Psychologists from Jena University, Germany, show how the accent shapes our perception of a person

Typically Italian, isn't it?
2010-12-18
(Press-News.org) "I have ready!" With this sentence the FC Bayern Munich coach Giovanni Trapattoni finished a furious rant about his team's performance in 1998. And "Mr Angelo" in a coffee advert points out to his neighbour with a mischievous smile: "I don't have a car at all". In both cases the Italians are unmistakeably recognizable and so the exuberant temperament of the first and the charming way of the second are seemingly "typically Italian".

The accent someone talks in plays a crucial role in the way we judge this person, psychologists of the Friedrich Schiller University Jena (Germany) found out recently. "The accent is much more important than the way a person looks", Dr. Tamara Rakic sums up one of the key findings of the study, which has just been published in the online edition of the "Journal of Personality and Social Psychology". The study is based on the PhD thesis of Dr. Rakic in the International Graduate College "Conflict and Cooperation between Social groups".

"The classification into social categories, like for instance ethnicity, happens spontaneously and helps us to understand and simplify the complex world and to enable us to deal more easily with complexity", Dr.

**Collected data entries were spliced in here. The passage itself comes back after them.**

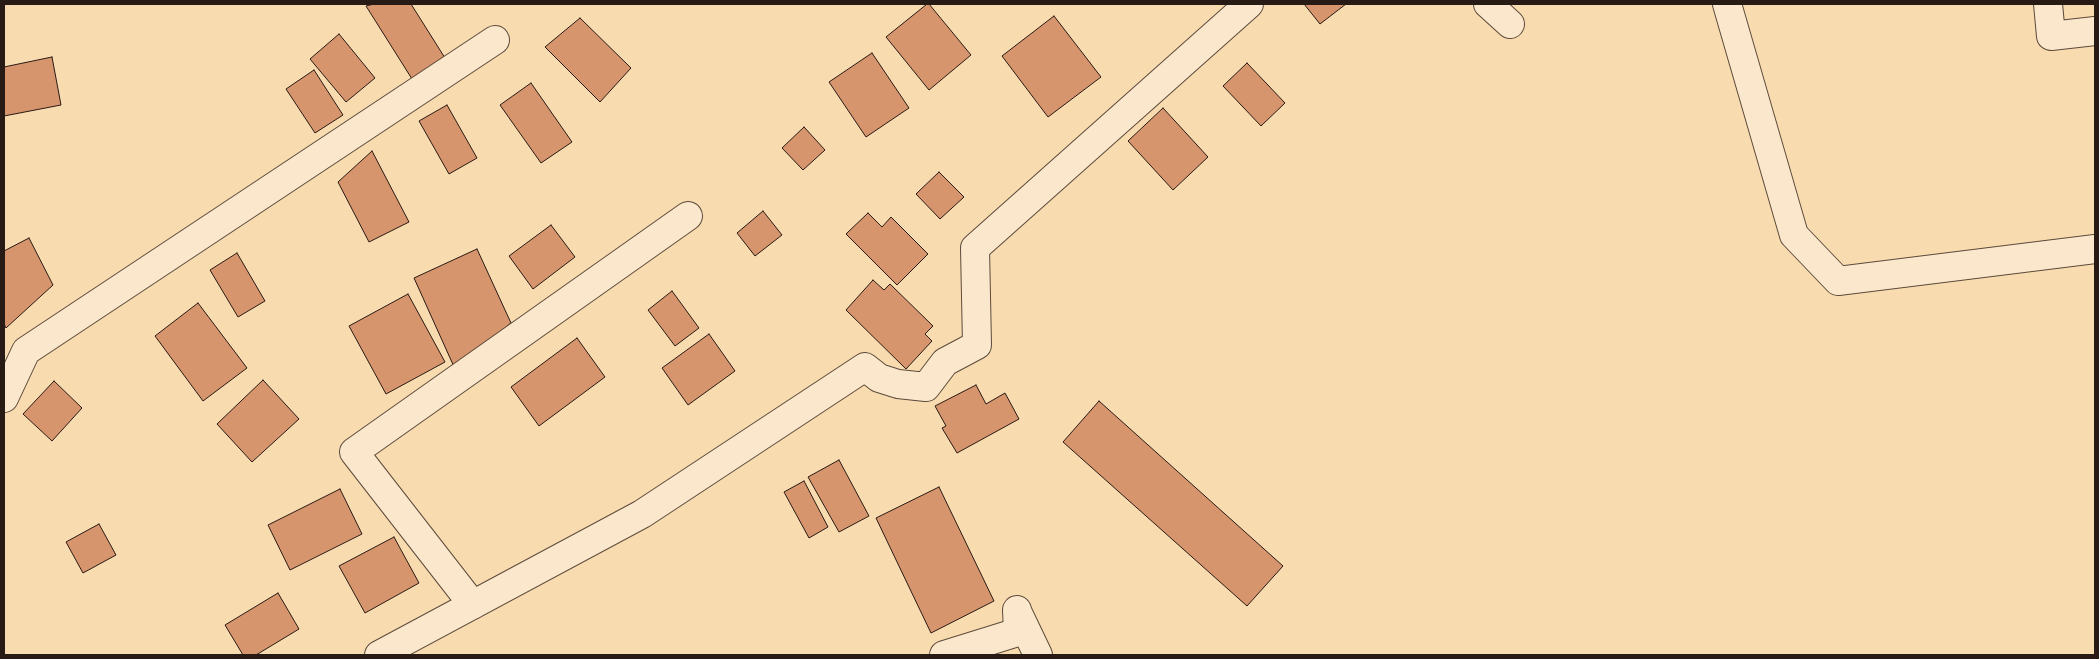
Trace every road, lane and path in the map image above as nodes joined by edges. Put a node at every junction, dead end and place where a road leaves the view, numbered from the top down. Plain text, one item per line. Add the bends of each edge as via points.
1 (1249, 4) edge
2 (1488, 4) edge
3 (1727, 4) edge
4 (2048, 4) edge
5 (1510, 24) dead end
6 (2095, 31) edge
7 (495, 40) dead end
8 (688, 216) dead end
9 (2095, 249) edge
10 (4, 398) edge
11 (473, 605) junction
12 (378, 655) edge
13 (944, 655) edge
14 (1038, 655) edge

1 - 11 street via 975,248 977,345 945,362 926,388 879,378 865,367 642,514
2 - 5 street
3 - 9 street via 1794,235 1838,282
4 - 6 street via 2051,36
7 - 10 street via 26,352
8 - 11 street via 354,452
11 - 12 street
13 - 14 street via 1018,632 1017,610

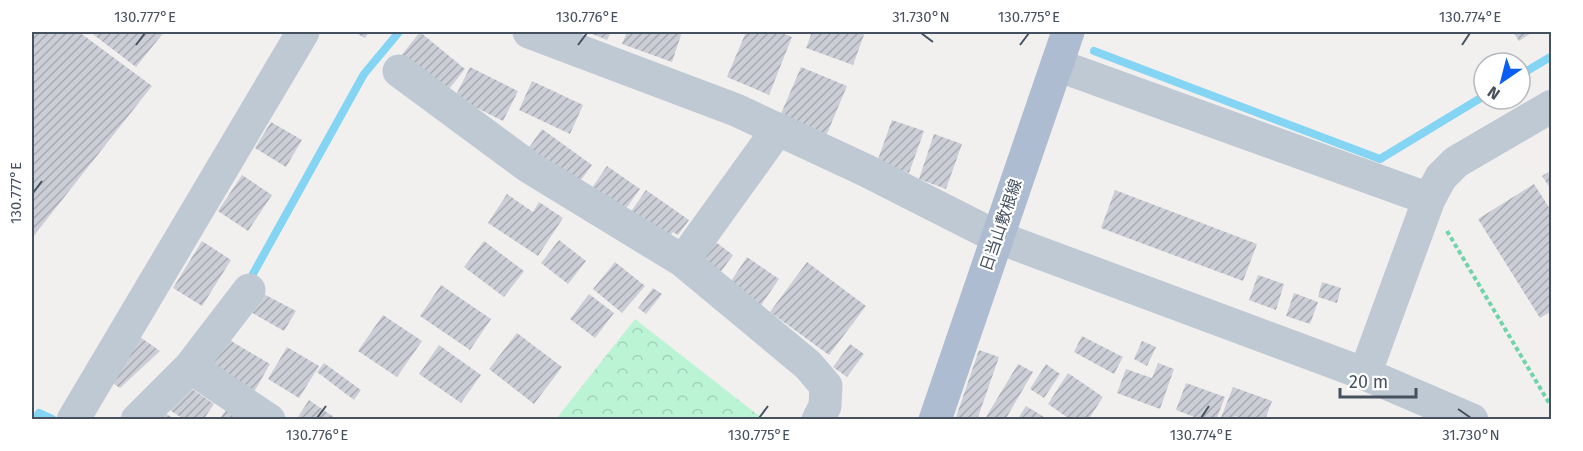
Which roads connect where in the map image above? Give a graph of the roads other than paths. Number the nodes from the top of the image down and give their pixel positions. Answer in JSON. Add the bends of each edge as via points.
{"nodes":[{"id":1,"x":303,"y":32,"type":"edge"},
{"id":2,"x":529,"y":32,"type":"edge"},
{"id":3,"x":1068,"y":32,"type":"edge"},
{"id":4,"x":1057,"y":64,"type":"junction"},
{"id":5,"x":399,"y":71,"type":"dead end"},
{"id":6,"x":1551,"y":105,"type":"edge"},
{"id":7,"x":778,"y":129,"type":"junction"},
{"id":8,"x":1428,"y":199,"type":"junction"},
{"id":9,"x":997,"y":237,"type":"junction"},
{"id":10,"x":682,"y":261,"type":"junction"},
{"id":11,"x":249,"y":290,"type":"dead end"},
{"id":12,"x":189,"y":367,"type":"junction"},
{"id":13,"x":1365,"y":374,"type":"junction"},
{"id":14,"x":73,"y":420,"type":"edge"},
{"id":15,"x":137,"y":420,"type":"edge"},
{"id":16,"x":269,"y":420,"type":"edge"},
{"id":17,"x":818,"y":420,"type":"edge"},
{"id":18,"x":934,"y":420,"type":"edge"},
{"id":19,"x":1472,"y":420,"type":"edge"}],
"edges":[{"from":1,"to":14,"type":"street"},
{"from":2,"to":7,"type":"street"},
{"from":3,"to":4,"type":"main road","name":"日当山敷根線"},
{"from":4,"to":8,"type":"street"},
{"from":4,"to":9,"type":"main road","name":"日当山敷根線"},
{"from":5,"to":10,"type":"street","via":[[529,167]]},
{"from":6,"to":8,"type":"street","via":[[1456,162]]},
{"from":7,"to":9,"type":"street"},
{"from":7,"to":10,"type":"street"},
{"from":8,"to":13,"type":"street"},
{"from":9,"to":13,"type":"street"},
{"from":9,"to":18,"type":"main road","name":"日当山敷根線"},
{"from":10,"to":17,"type":"street","via":[[808,365],[826,386],[825,406]]},
{"from":11,"to":12,"type":"street"},
{"from":12,"to":15,"type":"street"},
{"from":12,"to":16,"type":"street"},
{"from":13,"to":19,"type":"street"}]}
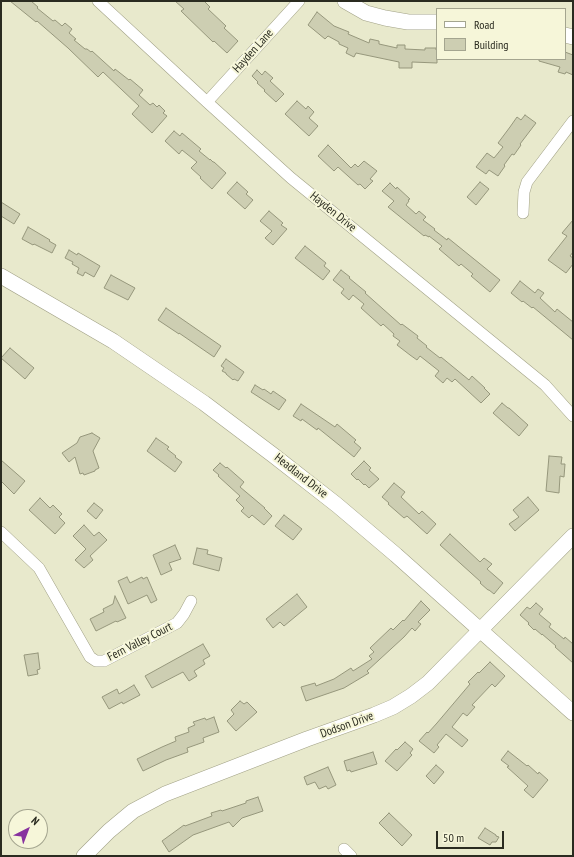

Rakic says. However the psychologist continues, categorizing can turn into unreflected stereotype-based judgment and lead to discrimination. The psychologists from the Jena University investigate the process of person perception in a project, lead by Professor Dr. Melanie Steffens, within the research unit "Person Perception". In their current studies Dr. Rakic and her colleagues Professor Dr. Melanie Steffens and Professor Dr. Amélie Mummendey tested empirically for the first time the influence of language on ethnic categorization. "With our language we are not only transmitting information. Language itself provides a lot of information about the person speaking", Dr. Rakic says. According to Dr. Rakic one can draw conclusions from the language about the temperament, age or state of mind of a person. "Those who have an accent give away their ethnic background as well."

Previously scientists assumed that visual cues have a priority in categorizing unknown people. "The great majority of studies focused on the looks", the Jena psychologist Rakic says. In contrast the influence of the language – or more precisely of the accent – has been neglected so far. Wrongly, as the Jena scientists could demonstrate now.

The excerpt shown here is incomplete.